- [What is needed]: In the listing below, find the line with "pinky dip: (191, 223)" and copy every line from there up to and including the line with "index pip: (192, 342)", exactly and without pictures.

- [Data to use]:
****
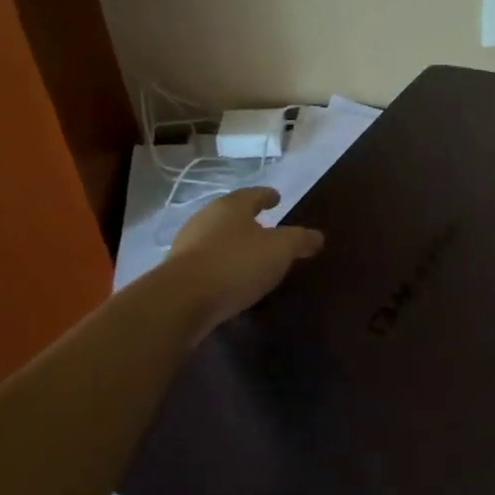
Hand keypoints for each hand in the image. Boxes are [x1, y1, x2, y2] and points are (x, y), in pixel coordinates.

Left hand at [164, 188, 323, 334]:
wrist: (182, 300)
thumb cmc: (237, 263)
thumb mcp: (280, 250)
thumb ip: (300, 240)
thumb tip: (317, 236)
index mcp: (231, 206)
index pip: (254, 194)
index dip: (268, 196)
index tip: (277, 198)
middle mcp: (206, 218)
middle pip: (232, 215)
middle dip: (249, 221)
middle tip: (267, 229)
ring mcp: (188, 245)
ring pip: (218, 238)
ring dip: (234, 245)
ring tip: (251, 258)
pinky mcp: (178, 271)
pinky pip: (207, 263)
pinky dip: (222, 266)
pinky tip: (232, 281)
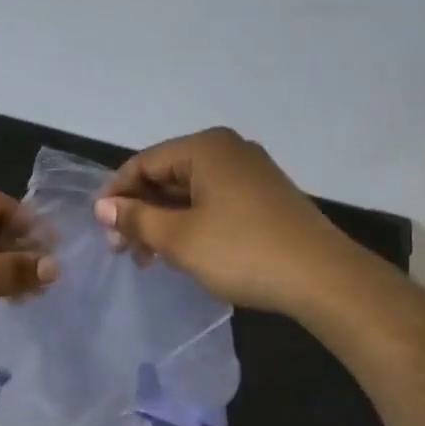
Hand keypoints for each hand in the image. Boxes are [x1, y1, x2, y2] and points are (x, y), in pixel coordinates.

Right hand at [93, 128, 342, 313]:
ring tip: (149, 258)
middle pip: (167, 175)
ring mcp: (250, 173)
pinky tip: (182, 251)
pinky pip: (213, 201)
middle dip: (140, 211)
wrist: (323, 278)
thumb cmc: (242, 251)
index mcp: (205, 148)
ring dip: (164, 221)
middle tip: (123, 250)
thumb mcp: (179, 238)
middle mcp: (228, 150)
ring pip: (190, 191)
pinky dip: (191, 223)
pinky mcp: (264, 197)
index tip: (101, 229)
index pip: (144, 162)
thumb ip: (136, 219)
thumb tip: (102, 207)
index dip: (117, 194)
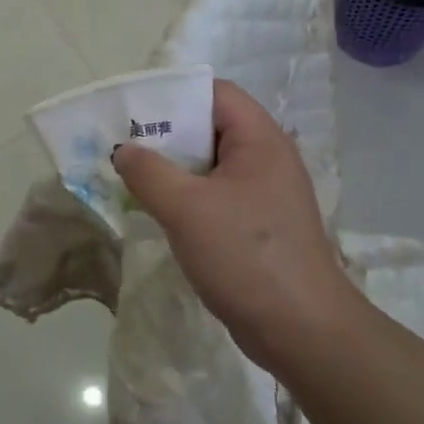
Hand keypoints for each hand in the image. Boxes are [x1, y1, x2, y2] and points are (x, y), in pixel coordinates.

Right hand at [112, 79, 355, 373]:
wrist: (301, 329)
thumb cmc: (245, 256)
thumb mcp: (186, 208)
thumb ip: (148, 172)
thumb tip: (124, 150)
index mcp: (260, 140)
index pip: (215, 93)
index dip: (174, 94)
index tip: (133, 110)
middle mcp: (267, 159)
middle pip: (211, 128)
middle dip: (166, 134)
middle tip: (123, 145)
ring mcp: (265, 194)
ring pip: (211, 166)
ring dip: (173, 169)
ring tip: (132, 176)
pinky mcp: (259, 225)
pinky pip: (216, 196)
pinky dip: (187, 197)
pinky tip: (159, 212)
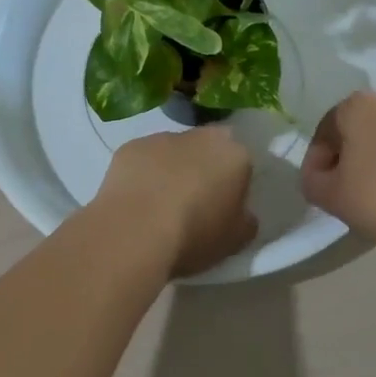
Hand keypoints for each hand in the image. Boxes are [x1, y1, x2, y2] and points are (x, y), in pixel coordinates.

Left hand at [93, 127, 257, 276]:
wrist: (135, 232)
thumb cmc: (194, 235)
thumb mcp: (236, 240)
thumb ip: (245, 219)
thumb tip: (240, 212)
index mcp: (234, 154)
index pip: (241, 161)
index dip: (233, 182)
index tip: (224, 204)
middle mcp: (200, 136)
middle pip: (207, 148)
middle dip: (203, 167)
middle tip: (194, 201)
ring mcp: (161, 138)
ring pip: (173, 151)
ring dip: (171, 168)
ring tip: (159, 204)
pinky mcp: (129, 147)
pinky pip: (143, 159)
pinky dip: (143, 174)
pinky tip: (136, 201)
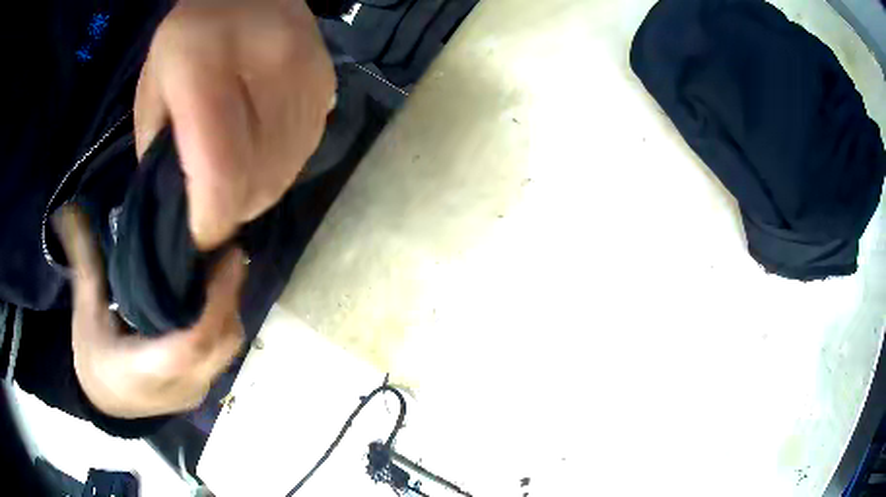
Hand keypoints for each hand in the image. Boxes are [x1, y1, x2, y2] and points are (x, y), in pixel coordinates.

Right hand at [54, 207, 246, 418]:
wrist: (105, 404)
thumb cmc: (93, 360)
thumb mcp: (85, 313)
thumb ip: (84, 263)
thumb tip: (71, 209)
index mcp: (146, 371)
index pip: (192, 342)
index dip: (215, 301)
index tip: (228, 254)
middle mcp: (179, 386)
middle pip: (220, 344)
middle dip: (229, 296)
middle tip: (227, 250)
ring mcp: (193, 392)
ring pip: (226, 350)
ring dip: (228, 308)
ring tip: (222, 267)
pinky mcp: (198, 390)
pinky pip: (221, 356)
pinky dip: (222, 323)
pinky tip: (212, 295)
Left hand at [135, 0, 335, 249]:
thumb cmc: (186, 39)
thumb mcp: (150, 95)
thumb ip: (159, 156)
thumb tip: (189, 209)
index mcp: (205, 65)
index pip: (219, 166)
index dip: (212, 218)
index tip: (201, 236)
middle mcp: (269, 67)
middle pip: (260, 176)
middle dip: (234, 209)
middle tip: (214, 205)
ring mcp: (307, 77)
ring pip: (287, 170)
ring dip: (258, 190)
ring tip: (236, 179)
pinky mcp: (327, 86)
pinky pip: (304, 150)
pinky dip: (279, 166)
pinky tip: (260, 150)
****
- [Result for this task]:
pinky dip: (191, 223)
pinky mcp: (264, 197)
index tip: (101, 229)
index pip: (144, 162)
thumb ip: (136, 219)
thumb tip: (102, 207)
index dip: (117, 194)
Hand keypoints for each hand in the image. Boxes are [x1, y1, x2, y2] and points are (x, y), in pixel coordinates.

Right hand at [112, 79, 355, 373]:
wrist: (301, 329)
thumb cmc: (245, 256)
thumb mcp: (186, 208)
thumb ip: (148, 172)
thumb tip: (124, 150)
index mcp: (260, 140)
index pip: (215, 93)
index dip: (174, 94)
index tip: (133, 110)
middle mcp: (267, 159)
middle pip: (211, 128)
middle dip: (166, 134)
middle tip: (123, 145)
ring mcp: (265, 194)
ring pip: (211, 166)
ring dip: (173, 169)
ring tip: (132, 176)
pinky mcp: (259, 225)
pinky pip: (216, 196)
pinky dip: (187, 197)
pinky tip: (159, 212)
Hand keypoints for each hand in the image. Boxes are [x1, y1, x2, y2] and points are (x, y), in pixel coordinates.

Left hand at [93, 127, 257, 276]:
wrist: (135, 232)
thumb cmc: (194, 235)
thumb mcp: (236, 240)
thumb ip: (245, 219)
thumb tip: (240, 212)
index mcp: (234, 154)
index pip: (241, 161)
index dip: (233, 182)
index tip: (224, 204)
middle mcp: (200, 136)
middle pip: (207, 148)
middle dip: (203, 167)
middle tip: (194, 201)
ring mcp: (161, 138)
ring pip: (173, 151)
ring dip: (171, 168)
ring tip: (159, 204)
pinky mcp: (129, 147)
pinky pip: (143, 159)
pinky dip: (143, 174)
pinky tip: (136, 201)
Hand keypoints for each hand in the image. Boxes are [x1, y1, x2, y2] and points are (x, y), in pixel coordinates.

Right hand at [54, 207, 246, 418]:
wrist: (105, 404)
thumb cmc: (93, 360)
thumb mcp: (85, 313)
thumb ip: (84, 263)
thumb tip: (71, 209)
index mcp: (146, 371)
index pip: (192, 342)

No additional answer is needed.